How to complete this task: What's needed: every entry, printed exactly, minus the images.

○ ○ ○ ○ ○ ○ ○

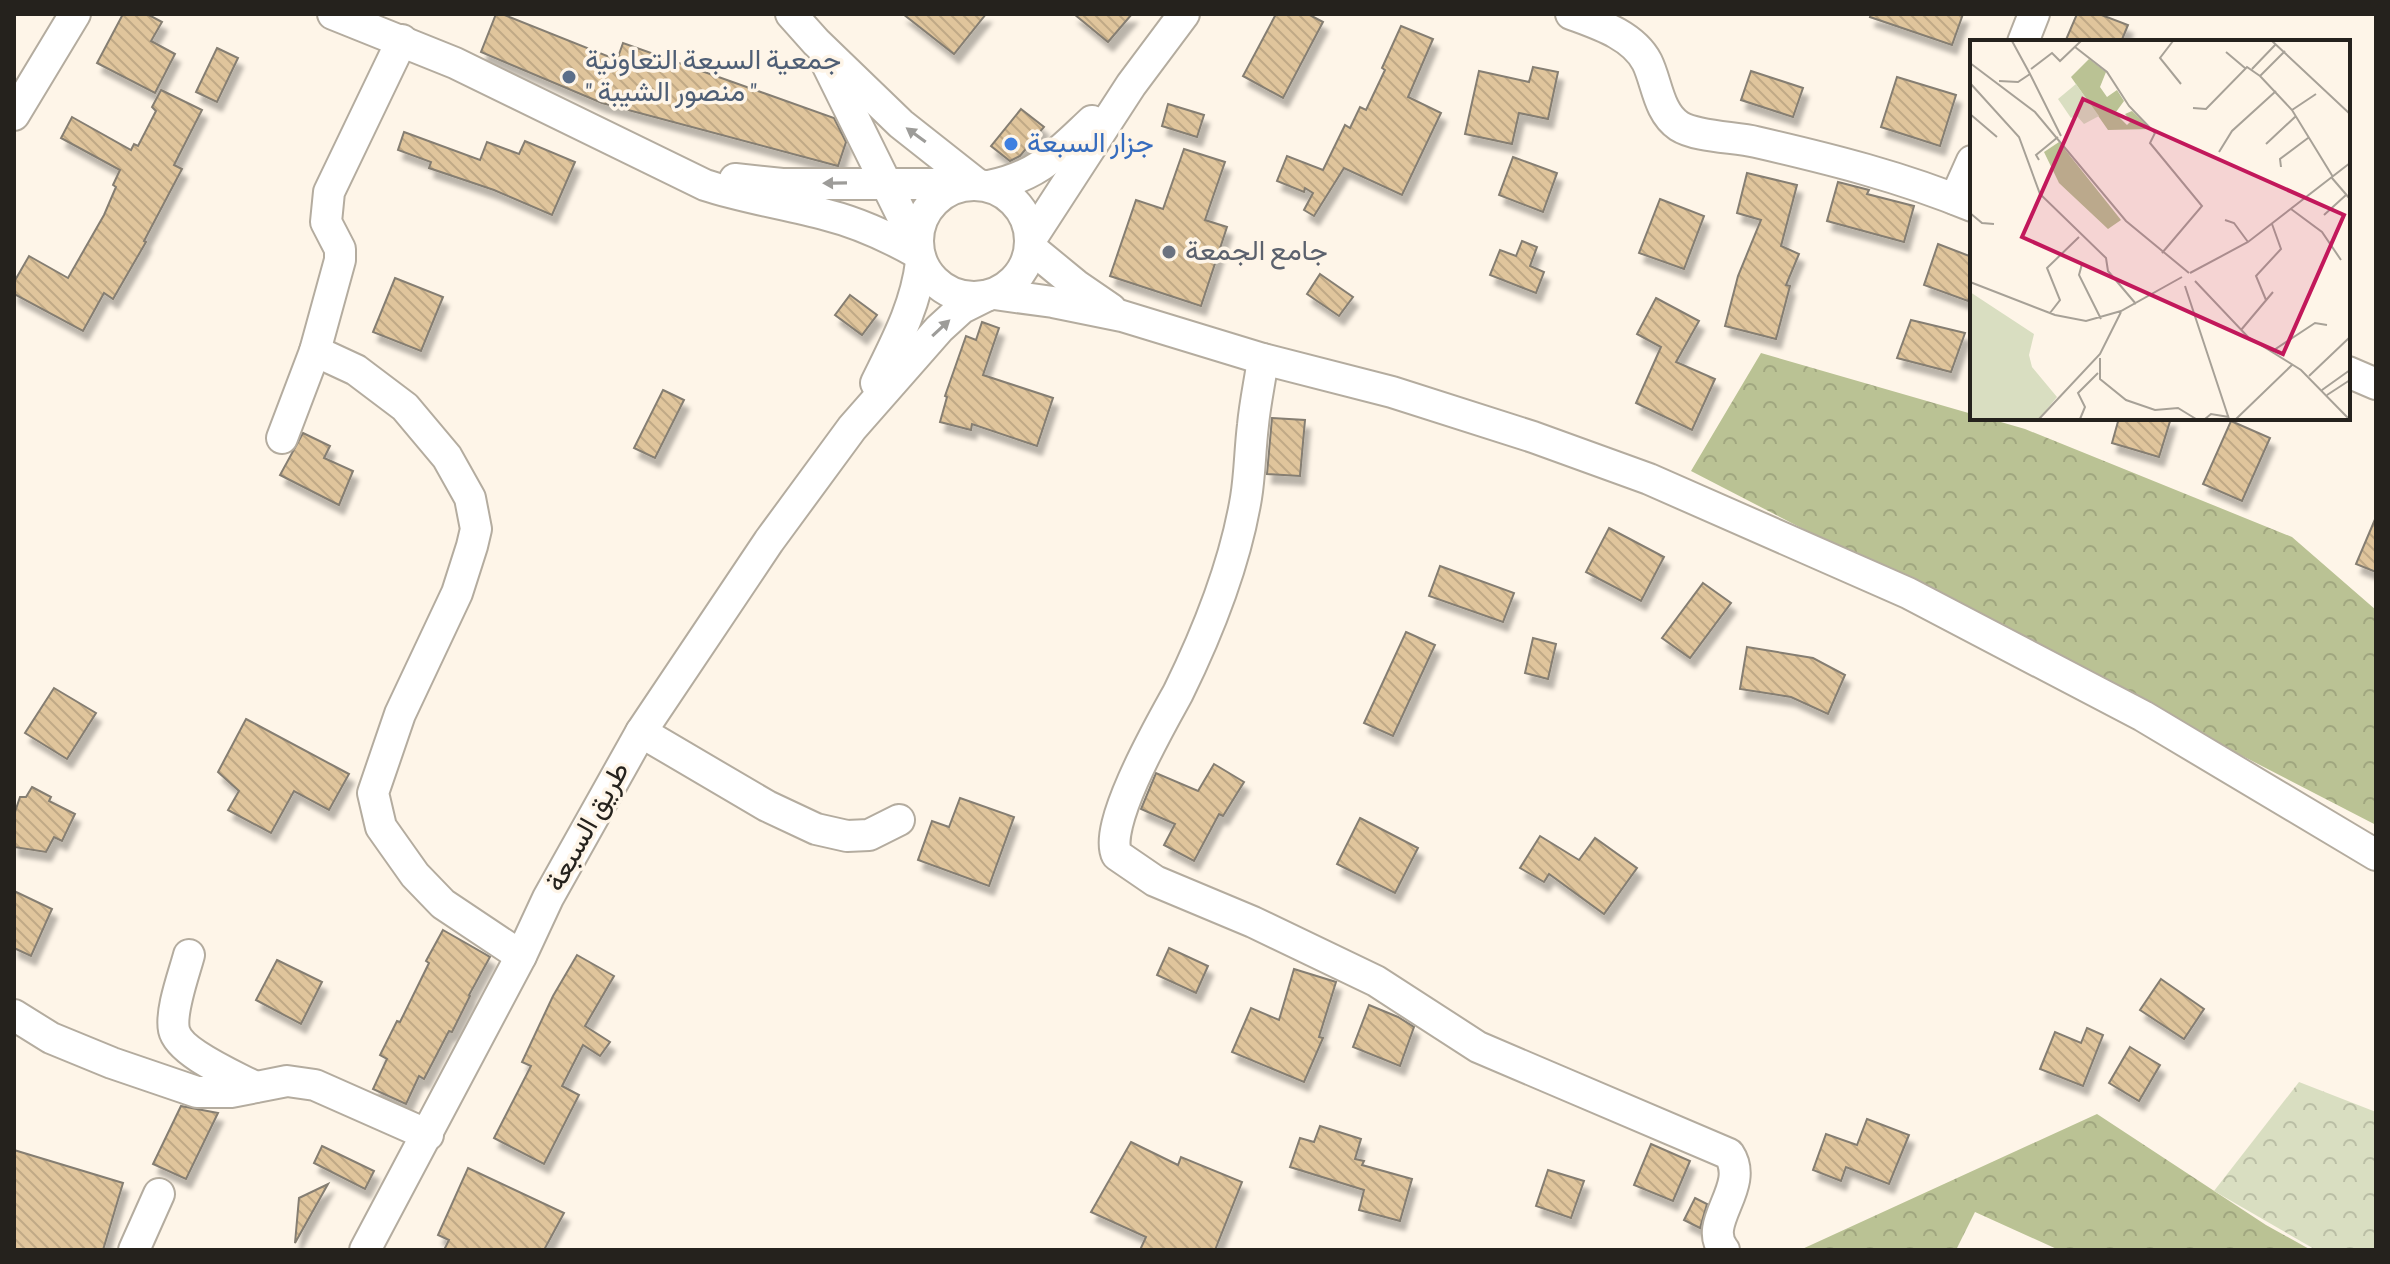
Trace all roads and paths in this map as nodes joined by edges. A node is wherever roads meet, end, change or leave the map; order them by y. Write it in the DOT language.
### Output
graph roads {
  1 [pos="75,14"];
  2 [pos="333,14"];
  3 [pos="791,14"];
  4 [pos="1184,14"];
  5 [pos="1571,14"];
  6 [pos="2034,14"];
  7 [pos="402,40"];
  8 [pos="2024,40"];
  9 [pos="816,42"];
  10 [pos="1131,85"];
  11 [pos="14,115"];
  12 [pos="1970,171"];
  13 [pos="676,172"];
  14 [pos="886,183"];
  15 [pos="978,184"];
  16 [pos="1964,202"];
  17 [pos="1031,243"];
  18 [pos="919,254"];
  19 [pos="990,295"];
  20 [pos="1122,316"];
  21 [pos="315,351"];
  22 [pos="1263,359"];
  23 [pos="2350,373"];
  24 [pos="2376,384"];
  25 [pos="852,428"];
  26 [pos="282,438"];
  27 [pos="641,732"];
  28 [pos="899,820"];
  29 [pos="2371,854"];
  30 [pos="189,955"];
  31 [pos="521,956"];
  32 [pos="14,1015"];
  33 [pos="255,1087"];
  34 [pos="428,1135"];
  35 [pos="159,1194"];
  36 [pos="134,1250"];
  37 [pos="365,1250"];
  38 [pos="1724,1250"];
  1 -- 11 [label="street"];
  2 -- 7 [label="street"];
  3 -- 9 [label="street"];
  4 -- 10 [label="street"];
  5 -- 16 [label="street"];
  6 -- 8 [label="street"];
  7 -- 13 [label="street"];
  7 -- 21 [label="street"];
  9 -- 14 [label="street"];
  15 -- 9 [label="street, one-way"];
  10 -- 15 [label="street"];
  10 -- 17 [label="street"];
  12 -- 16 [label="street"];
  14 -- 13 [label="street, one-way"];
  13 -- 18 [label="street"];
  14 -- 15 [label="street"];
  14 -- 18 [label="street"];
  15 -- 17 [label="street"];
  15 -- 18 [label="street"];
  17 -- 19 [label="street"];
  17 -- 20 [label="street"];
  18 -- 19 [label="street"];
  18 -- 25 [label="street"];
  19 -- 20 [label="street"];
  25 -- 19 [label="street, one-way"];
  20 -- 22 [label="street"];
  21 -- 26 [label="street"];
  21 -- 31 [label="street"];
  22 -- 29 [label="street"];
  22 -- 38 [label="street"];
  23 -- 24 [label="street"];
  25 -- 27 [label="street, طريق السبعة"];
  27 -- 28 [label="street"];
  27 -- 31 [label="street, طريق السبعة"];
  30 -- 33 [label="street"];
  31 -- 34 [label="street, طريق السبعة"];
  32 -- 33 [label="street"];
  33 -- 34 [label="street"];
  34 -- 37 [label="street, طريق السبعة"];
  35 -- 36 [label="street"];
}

○ ○ ○ ○ ○ ○ ○

Result:
Trace all roads and paths in this map as nodes joined by edges. A node is wherever roads meet, end, change or leave the map; order them by y. Write it in the DOT language.
### Output
graph roads {
  1 [pos="75,14"];
  2 [pos="333,14"];
  3 [pos="791,14"];
  4 [pos="1184,14"];
  5 [pos="1571,14"];
  6 [pos="2034,14"];
  7 [pos="402,40"];
  8 [pos="2024,40"];
  9 [pos="816,42"];
  10 [pos="1131,85"];
  11 [pos="14,115"];
  12 [pos="1970,171"];
  13 [pos="676,172"];
  14 [pos="886,183"];
  15 [pos="978,184"];
  16 [pos="1964,202"];
  17 [pos="1031,243"];
  18 [pos="919,254"];
  19 [pos="990,295"];
  20 [pos="1122,316"];
  21 [pos="315,351"];
  22 [pos="1263,359"];
  23 [pos="2350,373"];
  24 [pos="2376,384"];
  25 [pos="852,428"];
  26 [pos="282,438"];
  27 [pos="641,732"];
  28 [pos="899,820"];
  29 [pos="2371,854"];
  30 [pos="189,955"];
  31 [pos="521,956"];
  32 [pos="14,1015"];
  33 [pos="255,1087"];
  34 [pos="428,1135"];
  35 [pos="159,1194"];
  36 [pos="134,1250"];
  37 [pos="365,1250"];
  38 [pos="1724,1250"];
  1 -- 11 [label="street"];
  2 -- 7 [label="street"];
  3 -- 9 [label="street"];
  4 -- 10 [label="street"];
  5 -- 16 [label="street"];
  6 -- 8 [label="street"];
  7 -- 13 [label="street"];
  7 -- 21 [label="street"];
  9 -- 14 [label="street"];
  15 -- 9 [label="street, one-way"];
  10 -- 15 [label="street"];
  10 -- 17 [label="street"];
  12 -- 16 [label="street"];
  14 -- 13 [label="street, one-way"];
  13 -- 18 [label="street"];
  14 -- 15 [label="street"];
  14 -- 18 [label="street"];
  15 -- 17 [label="street"];
  15 -- 18 [label="street"];
  17 -- 19 [label="street"];
  17 -- 20 [label="street"];
  18 -- 19 [label="street"];
  18 -- 25 [label="street"];
  19 -- 20 [label="street"];
  25 -- 19 [label="street, one-way"];
  20 -- 22 [label="street"];
  21 -- 26 [label="street"];
  21 -- 31 [label="street"];
  22 -- 29 [label="street"];
  22 -- 38 [label="street"];
  23 -- 24 [label="street"];
  25 -- 27 [label="street, طريق السبعة"];
  27 -- 28 [label="street"];
  27 -- 31 [label="street, طريق السبعة"];
  30 -- 33 [label="street"];
  31 -- 34 [label="street, طريق السبعة"];
  32 -- 33 [label="street"];
  33 -- 34 [label="street"];
  34 -- 37 [label="street, طريق السبعة"];
  35 -- 36 [label="street"];
}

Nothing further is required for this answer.